**RECORDS SUPPLIED**
....

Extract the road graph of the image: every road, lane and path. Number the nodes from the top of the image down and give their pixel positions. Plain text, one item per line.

....

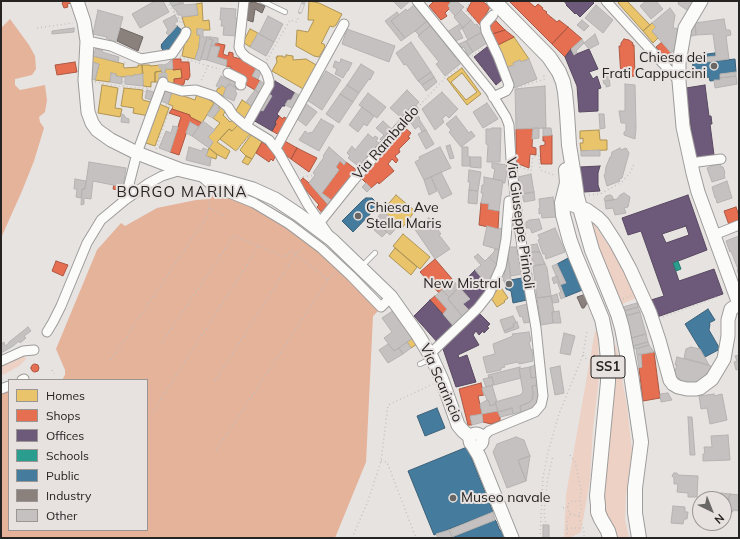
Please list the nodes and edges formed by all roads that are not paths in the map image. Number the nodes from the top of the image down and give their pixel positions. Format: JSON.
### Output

....

**ACTIVITY**
Using the material, show each line where the string "give" can be found.

**OUTPUT OF THE TASK**
Extract the road graph of the image: every road, lane and path. Number the nodes from the top of the image down and give their pixel positions. Plain text, one item per line.
Please list the nodes and edges formed by all roads that are not paths in the map image. Number the nodes from the top of the image down and give their pixel positions. Format: JSON.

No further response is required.